“Ta... kamu ga apa-apa kan...?” tanya Mia sambil memapah Taro kembali ke kasurnya untuk istirahat. Taro hanya diam, dia memejamkan matanya. Mia pun tidak bisa berbuat apa-apa lagi. Dia keluar meninggalkan Taro sendirian, saat diluar kamar Richard sedang menunggu di teras dengan wajah yang masih kebingungan. Richard lalu melihat kearah Mia, dan Mia memandanganya dengan tatapan tidak senang.
“Dia itu...” Richard belum selesai berkata-kata, tamparan kembali mendarat di pipinya.
“Mia cape harus ngadepin orang yang kerjaannya cuma bisa marah-marah, mending kita putus aja kalau sifat kamu masih begini. Mia nyesal harus sayang dengan orang egois...!” Richard hanya terdiam mendengar kata putus, mata Mia juga sudah berkaca-kaca saat itu.
“Mia sudah cape Chard... Setiap kali harus ngalah. Tapi apa pernah Richad ngalah dengan Mia...! Apa Richard ngerti perasaan Mia...! Mendingan Mia milih dia daripada harus sama orang yang kerjaannya marah terus...!”
“Tapi Mia... Aku hanya berkata yang sesungguhnya tadi...”

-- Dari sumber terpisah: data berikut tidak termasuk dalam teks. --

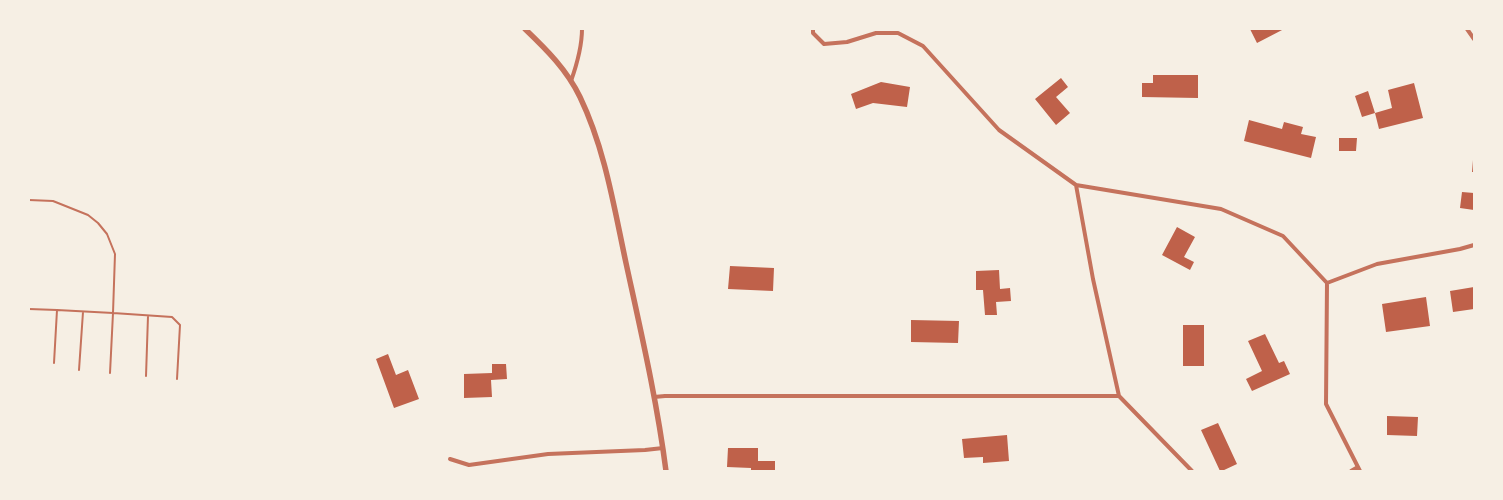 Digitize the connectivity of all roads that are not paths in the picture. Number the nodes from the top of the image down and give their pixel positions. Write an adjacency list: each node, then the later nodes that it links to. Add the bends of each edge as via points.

“Apanya yang berkata sesungguhnya, apa kamu tau masa lalu dia gimana...! Apa kamu juga mikirin perasaan dia gimana selama ini...! Kamu itu kelewat egois, hanya mentingin diri sendiri...!”
“Tapi ini karena gue sayang dengan Mia...”
“Sayang apanya...! Apa sayang harus begini caranya... Ah... malas ketemu kamu lagi, mendingan jangan pernah cari Mia lagi.” Mia lalu meninggalkan Richard dan kembali ke kamar Taro, dia mengunci kamar itu. Richard berusaha membuka pintu kamar Taro, namun sudah dikunci oleh Mia dari dalam. Mia lalu berjalan sambil menangis mendekati Taro, dia duduk disamping Taro.
“Maaf yah... gara-gara dia, Tata jadi begini. Mia nyesal harus ketemu dengan orang kek dia. Orang yang kerjaannya cuma marah-marah dan main kasar.” Taro lalu membuka matanya.
“Apa dia pernah ngasarin Mia...?”
“Kata-katanya terlalu kasar buat Mia, waktu itu dia bilang Mia wanita penggoda. Cowok macam apa yang ngatain pacarnya kek gitu.”
“Selain itu...?” Mia lalu menggelengkan kepalanya tanda bahwa Richard hanya pernah mengasarinya selain dengan perkataan.
“Saat itu aku sedang ada dikamar Mia, seorang pria dan wanita satu kamar. Pasti menimbulkan pikiran yang negatif, saat itu aku yakin dia terbawa emosi hingga berkata begitu.”
“Ngapain dibela sih orang kek dia...”
“Sama sekali aku ga belain dia, tapi aku rasa dia itu bener-bener sayang dengan Mia.”
“Sayang apanya, sayang kok harus kek gitu caranya.”
“Pria...”
“Itulah pria... banyak cara mereka menyampaikan rasa sayangnya, ga semua pria menyampaikan rasa sayang atau kesalnya dengan cara yang sama.”
“Tapi Mia uda kelewat sakit hati, Ta...”
“Sakit hati yah... Mia lihat tanganku...” Kata Taro sambil mengangkat tangan kirinya, Mia hanya memerhatikannya.
“Aku ambil pisau dan aku lukai tanganku sendiri... Apa Mia bisa membayangkannya.” Taro memperagakan pisau itu dengan jari telunjuknya yang disayat ke tangan.
“Pasti sakit lah...”
“Aku ga nanya sakit atau tidak, yang aku maksud... Apa Mia bisa ngebayangin sambil ngerasain saat pisau itu ngiris dagingku perlahan.” Mia hanya mengangguk.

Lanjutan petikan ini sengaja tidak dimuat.